Sibanye Gold successfully challenges apparent breach of merger conditions

27 May 2015 4 min read Article

Towards the end of 2014, the Competition Commission issued a notice of apparent breach of a condition imposed on a merger (Notice of Apparent Breach) to Sibanye Gold Limited (Sibanye Gold).

According to the Commission, Sibanye Gold had undertaken a retrenchment process in breach of a condition imposed by the Competition Tribunal to the effect that there may be no merger related retrenchments arising from Sibanye's acquisition of the Cooke mining operations from Gold One International in early 2014 (Retrenchment Condition). The Competition Tribunal's condition prohibited the parties from undertaking merger related retrenchments for a period of two years. Operational retrenchments, voluntary separation agreements and voluntary early retirement packages were not subject to the moratorium on retrenchments.

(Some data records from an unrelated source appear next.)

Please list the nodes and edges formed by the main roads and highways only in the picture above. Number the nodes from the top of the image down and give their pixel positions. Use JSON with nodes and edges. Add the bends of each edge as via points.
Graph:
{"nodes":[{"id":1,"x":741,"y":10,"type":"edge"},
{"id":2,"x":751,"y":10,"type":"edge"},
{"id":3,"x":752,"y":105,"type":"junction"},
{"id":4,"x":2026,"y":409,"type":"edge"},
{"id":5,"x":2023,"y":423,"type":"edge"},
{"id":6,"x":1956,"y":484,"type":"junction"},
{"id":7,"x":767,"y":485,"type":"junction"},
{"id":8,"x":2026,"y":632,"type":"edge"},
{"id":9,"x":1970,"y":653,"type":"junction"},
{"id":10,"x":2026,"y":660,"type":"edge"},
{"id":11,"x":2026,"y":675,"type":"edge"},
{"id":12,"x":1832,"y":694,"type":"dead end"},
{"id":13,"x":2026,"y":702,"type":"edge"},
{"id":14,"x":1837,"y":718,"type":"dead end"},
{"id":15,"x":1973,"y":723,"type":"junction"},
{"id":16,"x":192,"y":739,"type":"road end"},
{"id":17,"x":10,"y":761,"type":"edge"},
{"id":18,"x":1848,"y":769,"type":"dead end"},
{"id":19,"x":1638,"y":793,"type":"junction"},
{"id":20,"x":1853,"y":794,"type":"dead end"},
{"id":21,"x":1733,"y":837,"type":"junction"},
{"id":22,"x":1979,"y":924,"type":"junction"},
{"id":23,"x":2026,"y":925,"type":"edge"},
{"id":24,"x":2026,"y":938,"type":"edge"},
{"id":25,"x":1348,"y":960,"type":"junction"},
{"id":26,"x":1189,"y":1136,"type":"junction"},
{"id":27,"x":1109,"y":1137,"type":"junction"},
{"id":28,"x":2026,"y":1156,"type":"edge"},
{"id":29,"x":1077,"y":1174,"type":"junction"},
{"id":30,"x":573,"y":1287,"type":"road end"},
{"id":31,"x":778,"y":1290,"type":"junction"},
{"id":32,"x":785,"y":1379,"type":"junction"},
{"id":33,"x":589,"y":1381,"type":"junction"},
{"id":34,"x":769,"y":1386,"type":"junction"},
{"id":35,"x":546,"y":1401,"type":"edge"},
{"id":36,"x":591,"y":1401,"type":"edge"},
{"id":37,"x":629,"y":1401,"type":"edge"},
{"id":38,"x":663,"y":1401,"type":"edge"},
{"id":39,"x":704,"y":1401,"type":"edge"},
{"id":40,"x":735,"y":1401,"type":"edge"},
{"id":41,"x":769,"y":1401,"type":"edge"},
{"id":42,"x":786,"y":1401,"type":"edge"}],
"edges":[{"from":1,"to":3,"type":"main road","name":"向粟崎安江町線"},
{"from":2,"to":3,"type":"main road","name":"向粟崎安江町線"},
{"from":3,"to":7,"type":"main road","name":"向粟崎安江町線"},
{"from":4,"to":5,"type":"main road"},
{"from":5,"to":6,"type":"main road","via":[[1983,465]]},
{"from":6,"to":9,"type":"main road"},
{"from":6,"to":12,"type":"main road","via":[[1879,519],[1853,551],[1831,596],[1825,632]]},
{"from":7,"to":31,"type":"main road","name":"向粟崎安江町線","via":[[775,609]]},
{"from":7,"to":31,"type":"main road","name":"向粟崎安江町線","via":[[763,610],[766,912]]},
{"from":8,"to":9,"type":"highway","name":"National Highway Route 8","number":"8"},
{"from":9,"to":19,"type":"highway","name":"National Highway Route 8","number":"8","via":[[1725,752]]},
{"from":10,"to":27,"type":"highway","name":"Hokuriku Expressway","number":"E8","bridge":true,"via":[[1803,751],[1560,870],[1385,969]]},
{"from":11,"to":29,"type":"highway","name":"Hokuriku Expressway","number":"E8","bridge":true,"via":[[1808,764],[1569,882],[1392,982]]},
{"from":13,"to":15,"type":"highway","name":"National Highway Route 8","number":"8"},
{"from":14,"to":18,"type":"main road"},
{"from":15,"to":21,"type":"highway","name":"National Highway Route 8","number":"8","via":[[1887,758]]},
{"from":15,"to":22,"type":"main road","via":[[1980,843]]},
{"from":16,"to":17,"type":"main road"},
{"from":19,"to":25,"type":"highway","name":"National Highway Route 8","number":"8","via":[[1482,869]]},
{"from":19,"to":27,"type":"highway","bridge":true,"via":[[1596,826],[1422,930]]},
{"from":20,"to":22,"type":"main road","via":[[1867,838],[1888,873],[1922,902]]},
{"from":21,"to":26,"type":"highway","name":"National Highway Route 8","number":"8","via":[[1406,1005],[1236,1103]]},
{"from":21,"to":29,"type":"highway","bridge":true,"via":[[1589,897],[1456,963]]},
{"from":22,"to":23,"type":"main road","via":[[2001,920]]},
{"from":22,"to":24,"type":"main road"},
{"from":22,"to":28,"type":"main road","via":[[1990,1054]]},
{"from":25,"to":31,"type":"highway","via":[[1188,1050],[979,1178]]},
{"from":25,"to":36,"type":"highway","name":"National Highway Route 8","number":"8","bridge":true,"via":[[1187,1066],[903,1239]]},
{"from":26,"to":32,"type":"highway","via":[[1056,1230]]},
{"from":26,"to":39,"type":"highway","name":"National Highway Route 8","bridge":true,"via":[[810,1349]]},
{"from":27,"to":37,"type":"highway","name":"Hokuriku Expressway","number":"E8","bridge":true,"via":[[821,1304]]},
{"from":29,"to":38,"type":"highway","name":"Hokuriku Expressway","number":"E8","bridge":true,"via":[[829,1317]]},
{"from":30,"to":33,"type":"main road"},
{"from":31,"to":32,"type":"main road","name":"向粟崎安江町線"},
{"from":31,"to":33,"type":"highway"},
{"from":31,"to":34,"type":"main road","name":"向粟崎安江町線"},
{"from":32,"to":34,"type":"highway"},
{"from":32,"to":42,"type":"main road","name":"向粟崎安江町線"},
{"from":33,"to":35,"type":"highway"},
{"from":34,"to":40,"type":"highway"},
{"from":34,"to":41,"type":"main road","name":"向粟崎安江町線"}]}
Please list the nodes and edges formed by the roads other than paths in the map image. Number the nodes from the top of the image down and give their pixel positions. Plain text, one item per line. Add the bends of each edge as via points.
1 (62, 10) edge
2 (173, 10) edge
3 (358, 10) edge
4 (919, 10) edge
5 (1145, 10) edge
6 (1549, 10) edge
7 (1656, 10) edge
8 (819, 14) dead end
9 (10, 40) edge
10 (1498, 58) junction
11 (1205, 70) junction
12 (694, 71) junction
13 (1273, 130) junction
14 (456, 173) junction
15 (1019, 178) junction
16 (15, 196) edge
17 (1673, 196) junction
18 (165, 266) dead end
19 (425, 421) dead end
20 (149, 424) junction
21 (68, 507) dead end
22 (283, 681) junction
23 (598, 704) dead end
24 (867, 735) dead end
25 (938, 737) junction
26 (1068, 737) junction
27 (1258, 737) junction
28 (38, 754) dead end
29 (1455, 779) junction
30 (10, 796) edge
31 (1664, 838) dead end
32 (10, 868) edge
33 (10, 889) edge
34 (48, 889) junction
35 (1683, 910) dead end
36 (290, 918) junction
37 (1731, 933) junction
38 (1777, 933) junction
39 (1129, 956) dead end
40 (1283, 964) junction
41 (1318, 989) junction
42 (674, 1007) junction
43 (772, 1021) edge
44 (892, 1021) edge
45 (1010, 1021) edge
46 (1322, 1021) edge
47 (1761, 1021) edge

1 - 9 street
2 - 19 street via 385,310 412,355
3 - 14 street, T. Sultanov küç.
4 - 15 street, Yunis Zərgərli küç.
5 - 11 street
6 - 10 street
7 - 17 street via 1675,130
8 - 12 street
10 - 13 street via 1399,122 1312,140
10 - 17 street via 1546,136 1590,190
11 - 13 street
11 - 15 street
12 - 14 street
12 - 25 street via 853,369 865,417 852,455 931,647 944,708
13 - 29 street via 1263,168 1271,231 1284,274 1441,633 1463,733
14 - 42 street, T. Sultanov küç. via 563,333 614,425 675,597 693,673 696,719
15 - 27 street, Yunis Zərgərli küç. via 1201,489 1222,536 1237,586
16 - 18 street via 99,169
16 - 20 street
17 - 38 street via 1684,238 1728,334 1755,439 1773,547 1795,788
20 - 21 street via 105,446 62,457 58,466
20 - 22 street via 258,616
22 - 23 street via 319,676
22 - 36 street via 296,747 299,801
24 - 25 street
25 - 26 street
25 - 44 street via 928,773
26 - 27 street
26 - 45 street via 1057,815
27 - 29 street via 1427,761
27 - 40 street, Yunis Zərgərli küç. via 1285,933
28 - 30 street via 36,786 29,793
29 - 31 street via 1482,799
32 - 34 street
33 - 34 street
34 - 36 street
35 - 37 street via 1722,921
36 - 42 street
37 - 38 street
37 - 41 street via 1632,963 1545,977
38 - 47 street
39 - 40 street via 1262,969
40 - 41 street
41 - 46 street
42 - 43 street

Sibanye Gold brought an application to review and set aside the Notice of Apparent Breach. Alternatively, Sibanye Gold sought an order confirming that it had substantially complied with its obligations in terms of the Retrenchment Condition.

The Notice of Apparent Breach was issued by the Commission following various happenings. During September 2014, Sibanye Gold informed the Commission that it had issued a retrenchment notice in terms of s189 of the Labour Relations Act, No 66 of 1995 (LRA), due to significant losses at the Cooke mining operations that could not be curtailed. In this correspondence, Sibanye Gold offered to meet with the Commission to provide it with further information of the anticipated retrenchment procedures. The Commission did not respond to the letter or take up the offer to meet. Subsequently, on 5 November 2014, the Commission received a complaint from the National Union of Mineworkers (NUM) in respect of the anticipated retrenchments. NUM complained that the retrenchment process was in contravention of the Retrenchment Condition. NUM urged the Commission to attend to the matter as after 12 November 2014 the retrenchments would take place and the process would apparently become irreversible. On 11 November 2014, the Commission served the Notice of Apparent Breach on Sibanye Gold.

On 17 November 2014, a meeting was held between representatives of Sibanye Gold and the Commission where Sibanye Gold complained that the Notice of Apparent Breach was issued by the Commission without affording Sibanye Gold the opportunity to engage with the Commission. The Commission then requested Sibanye Gold to provide submissions on the retrenchment process. Sibanye Gold made these submissions on 25 November 2014, denying that it had breached the Retrenchment Condition. Sibanye Gold also requested the Commission to confirm whether the submission satisfied the requirements of a remedial plan as contemplated in Commission Rule 39(2)(a). The Commission responded on 9 December 2014 stating that it would only be able to provide feedback on whether the remedial plan was adequate in January 2015. Sibanye Gold, however, launched an application to review the decision to issue the Notice of Apparent Breach on 10 December 2014.

The Tribunal aptly stated that the issuing of a Notice of Apparent Breach may have serious consequences (such as revoking the merger approval, ordering divestiture of an asset or the imposition of administrative penalties) and, accordingly, consultation between the merged entity and the Commission must take place prior to such serious consequences being imposed. In addition, the review provided for in Commission Rule 39(2)(b) is coupled with an implied declaration that the merged entity has substantially complied with its obligations with respect to the approval or conditional approval of the merger. In other words, if a merged entity is found to have substantially complied with its obligations, the Notice of Apparent Breach should be set aside.

Commission Rule 39(1) further states that a notice of apparent breach can only be issued if the merged entity has already breached an obligation of the merger approval and not if the breach will take place in the future. The Tribunal concluded that the Commission was thus not entitled to issue the Notice of Apparent Breach. The Commission would only be entitled to issue a notice of apparent breach once the retrenchments took place, irrespective of whether the retrenchment would be irreversible at that stage.

The Tribunal clarified that the Commission does not have the power to prevent or pre-empt a breach through the issuing of a notice of apparent breach and, during the time preceding the actual retrenchments, the employees could find recourse through employment laws to interdict the retrenchments.

The Tribunal commended the Commission for taking its responsibilities to safeguard the public interest seriously, but confirmed that the competition authorities are creatures of statute and the confines of the empowering legislation cannot be exceeded.